Advanced Free Software Tools

My friend and colleague Henrik Sandklef will be offering a really cool course at Göteborg University. Check out Advanced Free Software Tools:

Advanced Free Software Tools prepares you, theoretically and practically, for working in a distributed FLOSS development environment.

So, if you want to learn about motivation behind FLOSS, basics of copyright and other legal concepts, licensing, code evaluation, code coverage, profiling, coding practices, development infrastructure, release management, version control, test environments, communication with projects and developers … and much more?
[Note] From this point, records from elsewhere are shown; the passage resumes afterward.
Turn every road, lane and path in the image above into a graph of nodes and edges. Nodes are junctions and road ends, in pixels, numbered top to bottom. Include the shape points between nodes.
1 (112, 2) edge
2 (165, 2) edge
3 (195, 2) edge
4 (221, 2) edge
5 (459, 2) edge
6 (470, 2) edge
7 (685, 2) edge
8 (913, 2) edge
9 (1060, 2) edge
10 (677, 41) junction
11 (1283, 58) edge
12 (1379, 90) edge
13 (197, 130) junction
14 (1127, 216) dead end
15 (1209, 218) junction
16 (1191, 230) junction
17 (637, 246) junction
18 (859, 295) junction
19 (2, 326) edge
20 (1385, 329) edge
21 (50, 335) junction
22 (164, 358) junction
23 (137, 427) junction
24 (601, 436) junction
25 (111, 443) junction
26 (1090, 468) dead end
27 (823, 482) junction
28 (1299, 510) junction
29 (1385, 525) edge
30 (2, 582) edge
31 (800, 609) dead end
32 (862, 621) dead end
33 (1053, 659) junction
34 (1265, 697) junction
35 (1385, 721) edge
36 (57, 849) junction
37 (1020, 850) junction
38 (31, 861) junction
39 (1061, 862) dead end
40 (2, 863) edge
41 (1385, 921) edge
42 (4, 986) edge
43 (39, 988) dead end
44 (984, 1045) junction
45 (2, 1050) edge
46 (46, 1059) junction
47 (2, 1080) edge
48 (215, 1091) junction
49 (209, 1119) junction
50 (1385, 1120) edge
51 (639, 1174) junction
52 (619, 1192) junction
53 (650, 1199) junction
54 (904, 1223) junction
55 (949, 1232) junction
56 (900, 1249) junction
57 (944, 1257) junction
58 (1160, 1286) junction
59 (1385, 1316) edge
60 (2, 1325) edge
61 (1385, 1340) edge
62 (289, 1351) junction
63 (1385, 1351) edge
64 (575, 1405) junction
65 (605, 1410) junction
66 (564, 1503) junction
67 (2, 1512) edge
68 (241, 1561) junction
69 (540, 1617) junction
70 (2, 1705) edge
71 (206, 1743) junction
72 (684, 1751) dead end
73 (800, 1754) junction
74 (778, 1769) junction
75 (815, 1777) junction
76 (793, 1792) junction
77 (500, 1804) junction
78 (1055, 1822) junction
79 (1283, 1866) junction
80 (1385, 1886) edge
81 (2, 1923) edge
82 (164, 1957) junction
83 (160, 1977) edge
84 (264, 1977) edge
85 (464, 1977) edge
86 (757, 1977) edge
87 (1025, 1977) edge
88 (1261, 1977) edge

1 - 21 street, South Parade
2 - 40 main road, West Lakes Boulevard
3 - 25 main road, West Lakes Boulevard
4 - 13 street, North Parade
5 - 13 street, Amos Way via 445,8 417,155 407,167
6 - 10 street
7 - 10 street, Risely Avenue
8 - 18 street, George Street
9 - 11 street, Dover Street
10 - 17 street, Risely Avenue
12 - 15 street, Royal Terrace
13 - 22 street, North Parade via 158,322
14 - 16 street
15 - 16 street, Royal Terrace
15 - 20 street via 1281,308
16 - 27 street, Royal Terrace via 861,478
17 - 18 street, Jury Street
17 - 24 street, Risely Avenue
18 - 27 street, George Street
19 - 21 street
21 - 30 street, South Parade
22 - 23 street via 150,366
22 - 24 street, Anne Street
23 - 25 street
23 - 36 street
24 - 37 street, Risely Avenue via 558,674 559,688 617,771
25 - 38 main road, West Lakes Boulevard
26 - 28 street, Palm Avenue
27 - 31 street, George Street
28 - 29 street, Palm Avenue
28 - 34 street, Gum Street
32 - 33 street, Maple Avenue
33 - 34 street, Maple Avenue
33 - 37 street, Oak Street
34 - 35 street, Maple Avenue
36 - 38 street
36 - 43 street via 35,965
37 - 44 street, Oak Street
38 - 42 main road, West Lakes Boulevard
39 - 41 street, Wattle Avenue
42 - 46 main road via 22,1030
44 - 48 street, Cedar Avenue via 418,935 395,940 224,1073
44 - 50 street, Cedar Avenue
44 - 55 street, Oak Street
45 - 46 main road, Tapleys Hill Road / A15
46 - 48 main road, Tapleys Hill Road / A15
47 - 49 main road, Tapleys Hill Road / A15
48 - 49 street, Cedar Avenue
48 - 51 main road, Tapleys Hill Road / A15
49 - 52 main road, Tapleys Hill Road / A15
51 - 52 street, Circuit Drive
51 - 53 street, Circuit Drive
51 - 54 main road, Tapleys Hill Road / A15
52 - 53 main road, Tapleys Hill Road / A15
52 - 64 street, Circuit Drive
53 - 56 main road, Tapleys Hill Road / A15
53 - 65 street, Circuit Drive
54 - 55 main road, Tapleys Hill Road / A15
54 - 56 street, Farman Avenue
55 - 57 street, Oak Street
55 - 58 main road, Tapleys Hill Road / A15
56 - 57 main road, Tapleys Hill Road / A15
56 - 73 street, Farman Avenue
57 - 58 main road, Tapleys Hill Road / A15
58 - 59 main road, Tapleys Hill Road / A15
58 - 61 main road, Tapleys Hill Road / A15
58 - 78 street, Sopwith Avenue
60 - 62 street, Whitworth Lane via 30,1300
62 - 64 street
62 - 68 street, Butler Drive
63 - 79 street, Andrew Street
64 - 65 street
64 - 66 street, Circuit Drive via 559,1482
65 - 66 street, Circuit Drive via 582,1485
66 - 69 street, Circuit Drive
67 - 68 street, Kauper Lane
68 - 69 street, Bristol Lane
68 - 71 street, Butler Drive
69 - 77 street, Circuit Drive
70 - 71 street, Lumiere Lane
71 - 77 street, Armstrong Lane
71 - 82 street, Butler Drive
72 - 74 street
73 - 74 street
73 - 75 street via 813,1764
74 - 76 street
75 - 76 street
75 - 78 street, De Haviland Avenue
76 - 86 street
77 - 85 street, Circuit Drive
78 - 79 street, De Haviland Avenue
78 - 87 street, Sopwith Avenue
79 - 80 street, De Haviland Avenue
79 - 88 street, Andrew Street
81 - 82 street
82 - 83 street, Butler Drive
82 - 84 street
Send an email to sandklef@ituniv.se to get more information

Virtual marketing for university course

Since being given permission to hold a course on the Vulnerable IT-Society I have been very busy in trying to market the course. The course was approved far too late for it to be included into the ordinary university course catalog so I have been left to my own devices. Basically I have had two months (last date for applications is 15 April) to make people aware and to get them to apply to a course that has been totally unknown.

The attempts to market the course have kind of taken a life of their own and I think that it may be interesting to write an article on the way in which university marketing may work. The first thing I did was to start a blog on the 23 Febuary. The content of the blog mirrors the topics which the course will address and over the last weeks I have added pages of information of literature, course information, lecturers and web2.0 stuff.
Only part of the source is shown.